Riding or driving in a straight line makes you predictable to other road users.

Pass other vehicles including cyclists & parked vehicles slowly

Unless the travel lane is large enough to allow you to pass with at least 1 metre of space between you and the person on the bicycle, passing requires moving into another lane. Ensure that the pass may be done safely and legally. Anyone on a bicycle may choose to “take” or occupy the lane to discourage passing when it is not safe to do so, to avoid road hazards, or to prepare for a left turn. Bicycles should not pass vehicles on the right unless a bike lane is present, and should do so with caution. When passing parked vehicles on a bicycle, allow at least 1 metre of space yourself and the vehicle so as to avoid the “door zone”.

Check and yield before making a turn

Always check your mirrors and do a shoulder check whenever you plan to turn. Stop before entering a crosswalk, and yield to pedestrians and oncoming traffic.

Look behind before changing lanes or opening a vehicle door

Always do a shoulder check before changing lanes or swinging open a vehicle door.

Communicate with signals and eye contact

Avoid honking your horn. Always clearly indicate your intentions to turn by signalling (know the bike hand signals).
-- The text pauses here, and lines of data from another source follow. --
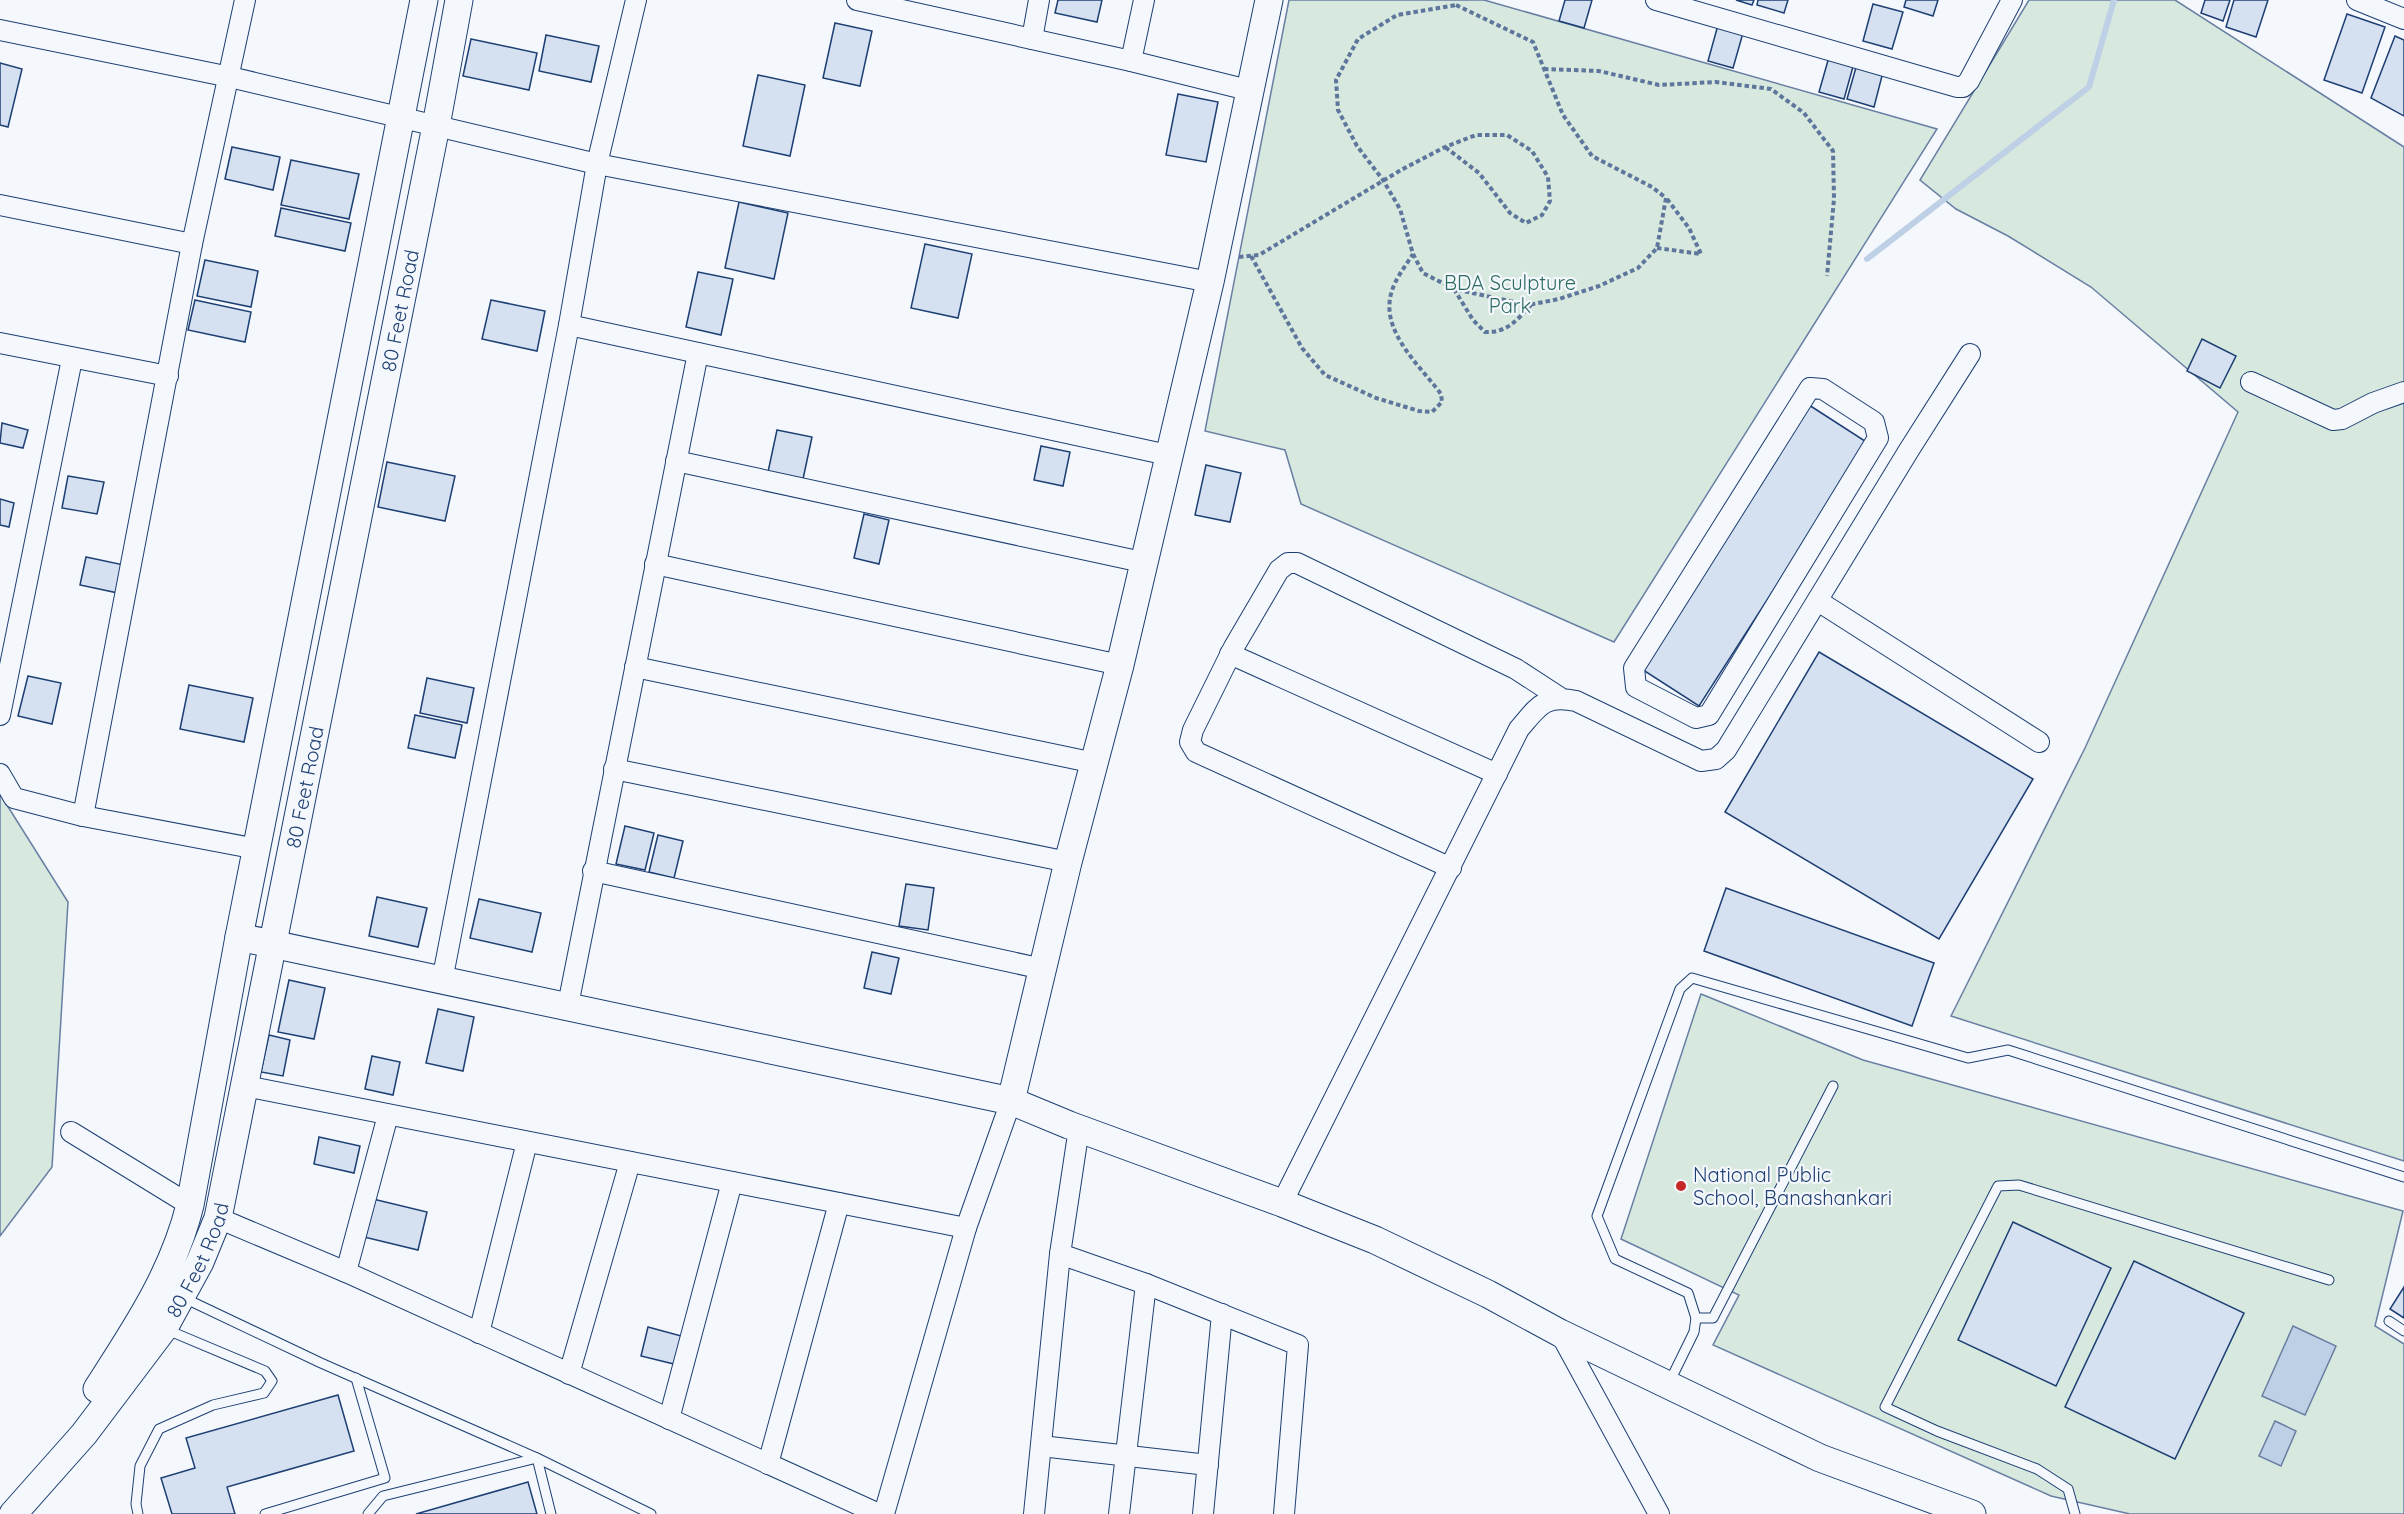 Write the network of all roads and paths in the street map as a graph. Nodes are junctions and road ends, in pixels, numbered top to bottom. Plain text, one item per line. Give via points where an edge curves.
1 (245, 0) edge
2 (424, 0) edge
3 (459, 0) edge
4 (636, 0) edge
5 (857, 0) edge
6 (1040, 0) edge
7 (1144, 0) edge
8 (1269, 0) edge
9 (1656, 0) edge
10 (2012, 0) edge
11 (2357, 0) edge
12 (928, 8) edge
13 (2404, 19) edge
14 (0, 30) edge
15 (1032, 39) junction
16 (1131, 62) junction
17 (1544, 69) junction
18 (230, 77) junction
19 (1252, 91) junction
20 (400, 118) junction
21 (436, 126) junction
22 (1445, 147) junction
23 (597, 164) junction
24 (1383, 180) junction
25 (1666, 198) junction
26 (0, 205) edge
27 (192, 244) junction
28 (1657, 248) junction
29 (1413, 254) junction
30 (1251, 256) junction
31 (1212, 271) junction
32 (1827, 276) dead end
33 (1454, 289) junction
34 (1532, 305) junction
35 (569, 325) junction
36 (0, 343) edge
37 (698, 353) junction
38 (1970, 354) dead end
39 (72, 359) junction
40 (168, 376) junction
41 (2252, 382) dead end
42 (2404, 393) edge
43 (1168, 455) junction
44 (676, 461) junction
45 (1826, 524) junction
46 (1853, 542) junction
47 (1142, 562) junction
48 (655, 564) junction
49 (1818, 601) junction
50 (1230, 654) junction
51 (1120, 665) junction
52 (634, 667) junction
53 (1559, 697) junction
54 (0, 714) edge
55 (2039, 742) dead end
56 (1095, 764) junction
57 (614, 769) junction
58 (0, 774) edge
59 (1497, 774) junction
60 (82, 816) junction
61 (257, 849) junction
62 (1068, 862) junction
63 (1451, 868) junction
64 (593, 871) junction
65 (240, 937) junction
66 (273, 944) junction
67 (1042, 969) junction
68 (442, 981) junction
69 (568, 1005) junction
70 (245, 1086) junction
71 (1833, 1086) dead end
72 (1011, 1101) junction
73 (388, 1115) junction
74 (1065, 1123) junction
75 (71, 1132) dead end
76 (527, 1142) junction
77 (630, 1162) junction
78 (2404, 1177) edge
79 (732, 1182) junction
80 (838, 1203) junction
81 (1282, 1203) junction
82 (190, 1206) junction
83 (218, 1218) junction
84 (966, 1228) junction
85 (1060, 1254) junction
86 (346, 1272) junction
87 (2329, 1280) dead end
88 (1146, 1284) junction
89 (182, 1297) junction
90 (1222, 1314) junction
91 (1696, 1318) junction
92 (2389, 1322) dead end
93 (164, 1328) junction
94 (2404, 1330) edge
95 (479, 1332) junction
96 (1560, 1333) junction
97 (569, 1374) junction
98 (356, 1378) junction
99 (1668, 1385) junction
100 (669, 1419) junction
101 (1041, 1446) junction
102 (1126, 1456) junction
103 (537, 1458) junction
104 (768, 1464) junction
105 (1208, 1465) junction
106 (0, 1505) edge
107 (13, 1514) edge
108 (138, 1514) edge
109 (265, 1514) edge
110 (368, 1514) edge
111 (551, 1514) edge
112 (651, 1514) edge
113 (879, 1514) edge
114 (884, 1514) edge
115 (1034, 1514) edge
116 (1119, 1514) edge
117 (1203, 1514) edge
118 (1284, 1514) edge
119 (1659, 1514) edge
120 (1972, 1514) edge
121 (2074, 1514) edge

1 - 18 street
2 - 20 main road, 80 Feet Road
3 - 21 main road, 80 Feet Road
4 - 23 street
5 - 12 street
6 - 15 street
7 - 16 street
8 - 19 main road
9 - 10 street via 1963,87 1970,81
11 - 13 street
12 - 15 street
14 - 18 street
15 - 16 street
16 - 19 street
17 - 24 path via 1533,42 1456,6 1397,15 1358,39 1336,80 1338,110 1357,146
17 - 25 path via 1563,115 1592,156
17 - 32 path via 1599,71 1659,85 1716,81 1771,89 1804,113 1833,151 1834,199
18 - 20 street
18 - 27 street
19 - 31 main road
20 - 21 street
20 - 61 main road, 80 Feet Road
21 - 23 street
21 - 66 main road, 80 Feet Road
22 - 22 path via 1476,135 1507,135 1532,151 1548,177 1550,201 1542,215 1526,223 1510,213 1479,173
22 - 24 path
23 - 31 street
23 - 35 street
24 - 29 path via 1400,209
24 - 30 path via 1259,255
25 - 28 path
25 - 28 path via 1689,228 1701,254
26 - 27 street
27 - 40 street
28 - 34 path via 1638,268 1599,286
29 - 30 path via 1393,288 1389,316 1397,336 1441,394 1442,402 1432,412 1376,398 1326,375 1302,348
29 - 33 path via 1423,273
30 - 31 path
31 - 43 main road
33 - 34 path
33 - 34 path via 1485,332 1498,333 1511,326
35 - 37 street
35 - 68 street
36 - 39 street
37 - 43 street
37 - 44 street
38 - 46 street
39 - 40 street
39 - 54 street
40 - 60 street
41 - 42 street via 2333,420
43 - 47 main road
44 - 47 street
44 - 48 street
45 - 45 street via 1709,715 1696,718 1636,687 1634,668 1810,388 1823,389 1874,422 1878,438
45 - 46 street
46 - 49 street
47 - 51 main road
48 - 51 street
48 - 52 street
49 - 53 street via 1726,750 1716,759 1701,761 1576,701
49 - 55 street
50 - 53 street via 1280,570 1288,563 1297,563 1516,669
50 - 59 street
50 - 63 street via 1192,730 1190,742 1196,752
51 - 56 main road
52 - 56 street
52 - 57 street
53 - 59 street via 1541,704 1519,729
56 - 62 main road
57 - 62 street
57 - 64 street
58 - 60 street via 14,798
59 - 63 street
60 - 61 street
61 - 65 main road, 80 Feet Road
62 - 67 main road
63 - 81 street
64 - 67 street
64 - 69 street
65 - 66 main road
65 - 82 main road, 80 Feet Road
66 - 68 main road
66 - 70 main road, 80 Feet Road
67 - 72 main road
68 - 69 main road
69 - 72 main road
70 - 73 street
70 - 83 main road, 80 Feet Road
71 - 91 lane via 1713,1318
72 - 74 main road
72 - 84 street
73 - 76 street
73 - 86 street
74 - 81 main road
74 - 85 street
75 - 82 street
76 - 77 street
76 - 95 street
77 - 79 street
77 - 97 street
78 - 91 lane via 2008,1050 1968,1058 1692,978 1680,989 1597,1216 1615,1259 1688,1293
79 - 80 street
79 - 100 street
80 - 84 street
80 - 104 street
81 - 96 main road via 1375,1240
82 - 106 main road, 80 Feet Road via 173,1260 146,1313 72,1424
83 - 86 street
83 - 89 main road, 80 Feet Road
84 - 114 street
85 - 88 street
85 - 101 street
86 - 95 street
87 - 121 lane via 2019,1185 1998,1186 1885,1407 2037,1469 2068,1489
88 - 90 street
88 - 102 street
89 - 93 main road, 80 Feet Road
89 - 98 lane
90 - 105 street
90 - 118 street via 1298,1345
91 - 99 lane via 1694,1332
92 - 94 lane
93 - 107 main road, 80 Feet Road via 84,1434
93 - 108 lane via 265,1371 272,1381 264,1393 213,1405 159,1429 140,1466
95 - 97 street
96 - 99 main road
96 - 119 street
97 - 100 street
98 - 103 lane
98 - 109 lane via 385,1478
99 - 120 main road via 1820,1458
100 - 104 street
101 - 102 street
101 - 115 street
102 - 105 street
102 - 116 street
103 - 110 lane via 383,1497
103 - 111 lane
103 - 112 lane
104 - 113 street
105 - 117 street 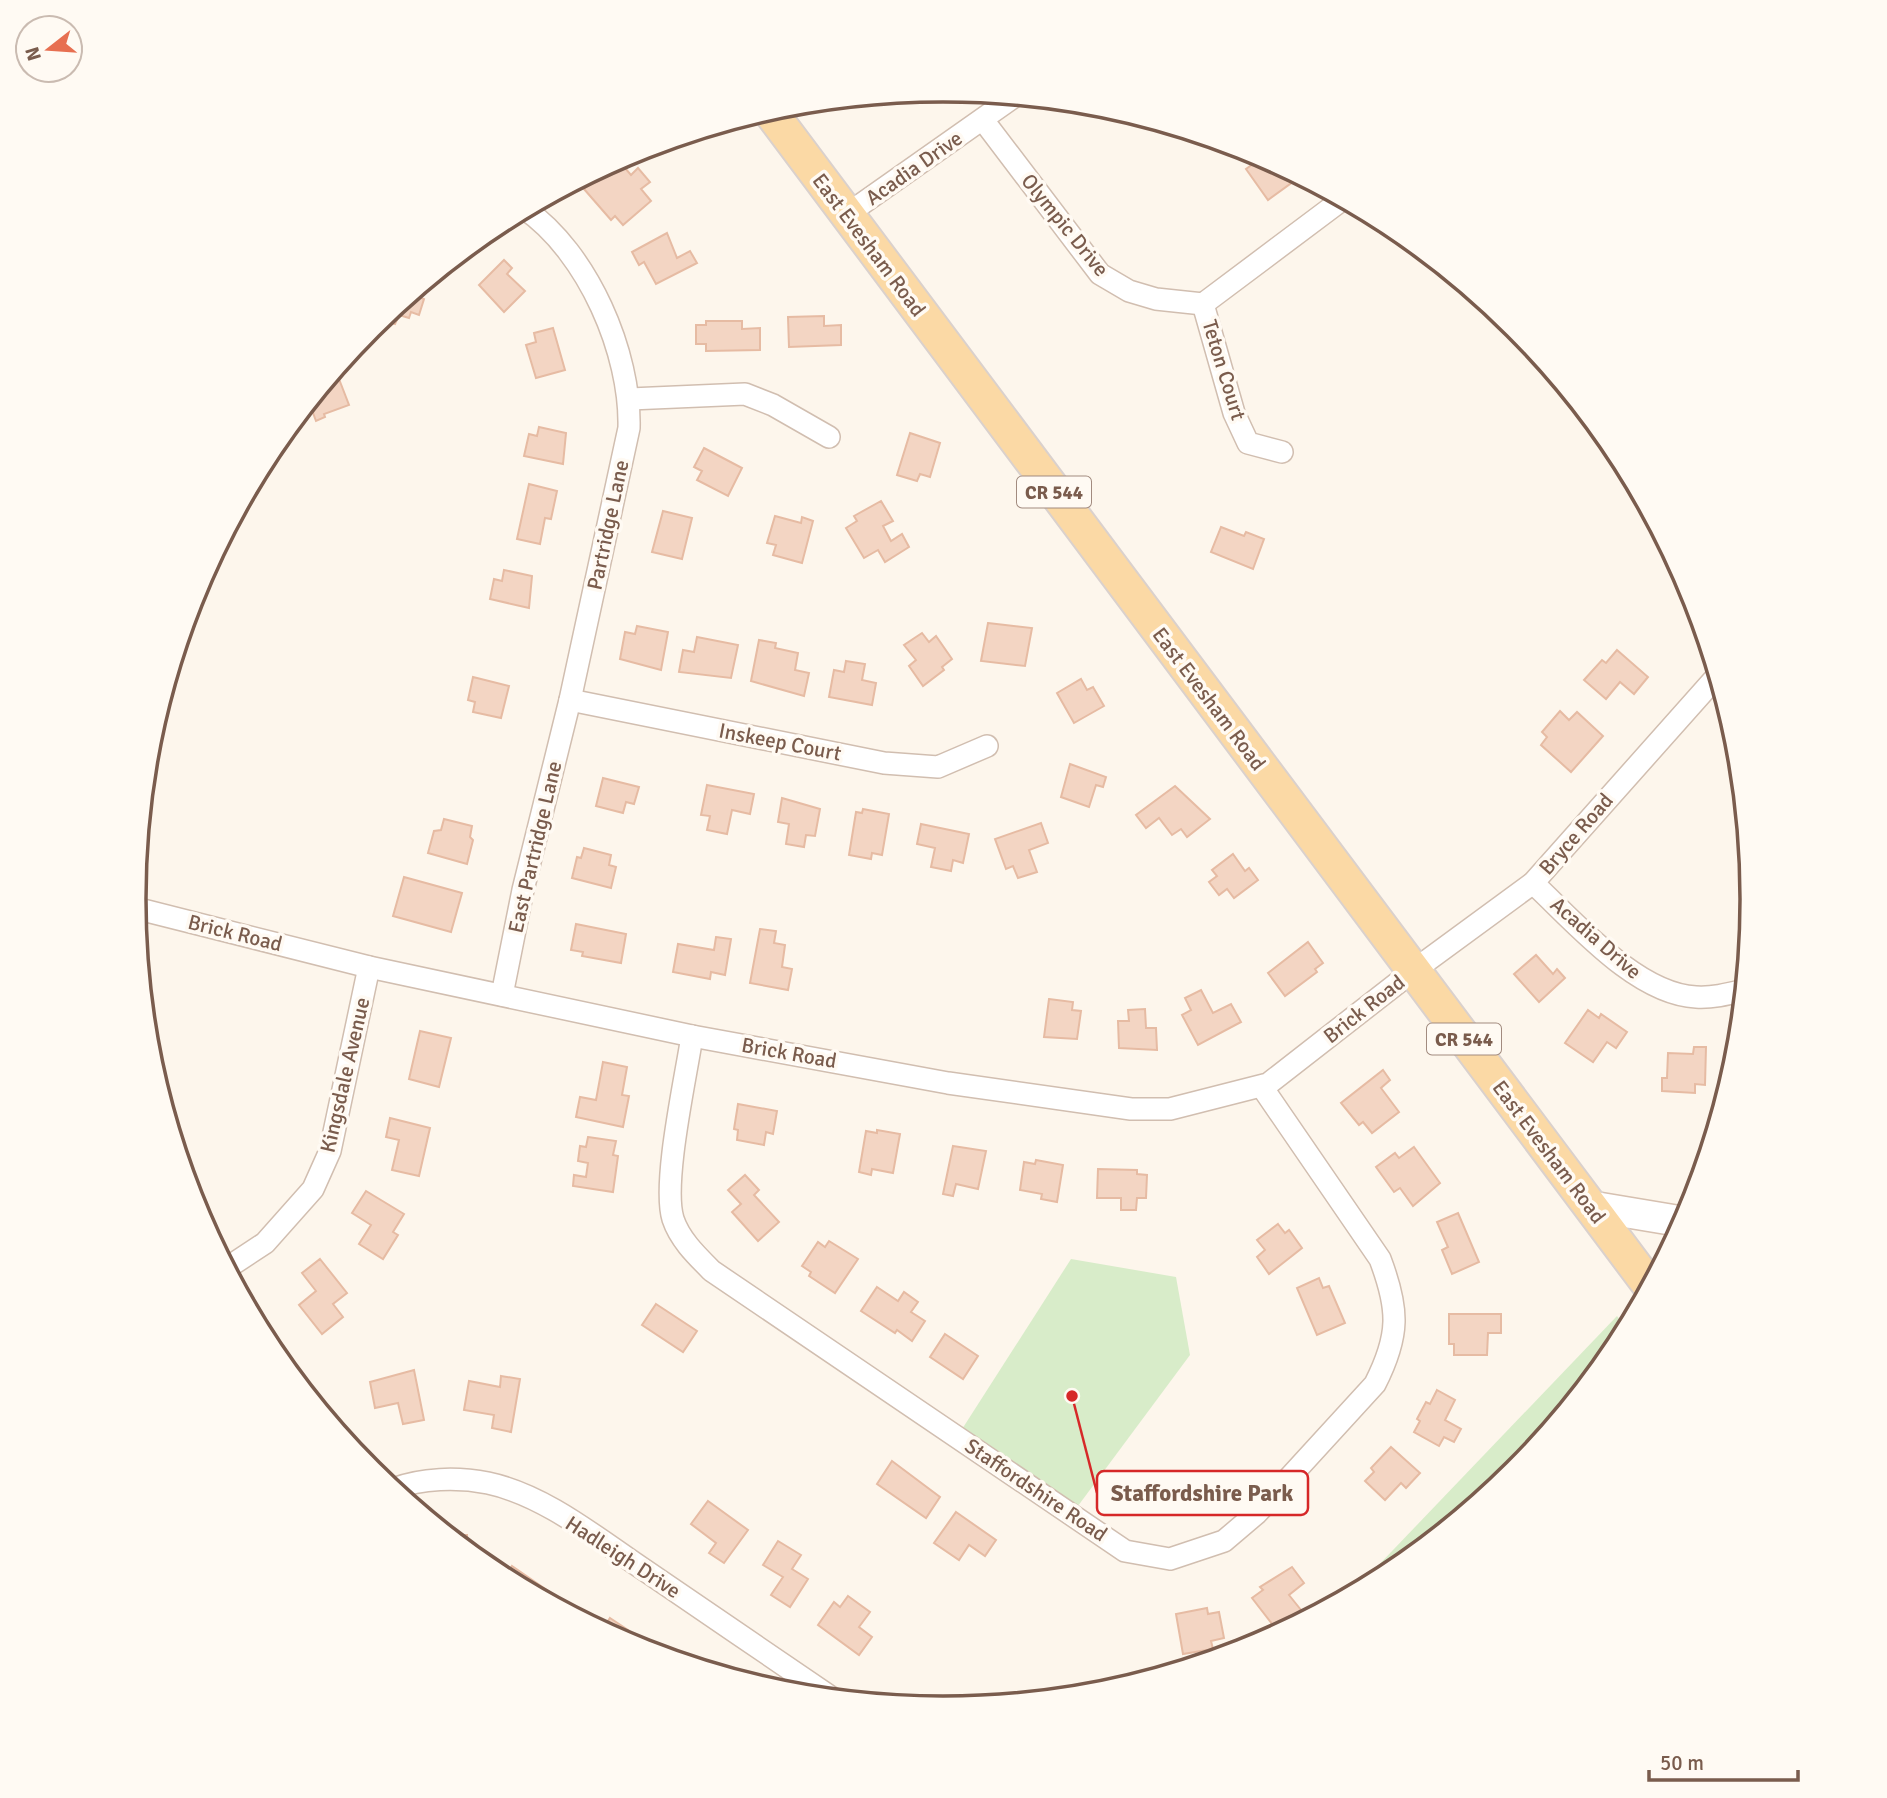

On a bike, ring your bell before passing pedestrians on multi-use trails.

Mellow when yielding the right of way

In giving the right-of-way, approach the intersection slowly to signal your intentions to yield and to avoid startling fellow road users. Keep your wheels straight and avoid creeping forward until it is your turn to go.

Cooperate and show mutual respect

Fellow road users include friends, neighbours, colleagues, and family. Collaborate and treat each other well.

Forgive fellow road users if they make mistakes

We all make mistakes. Rather than getting angry, take the opportunity to be grateful that no one was hurt and move on.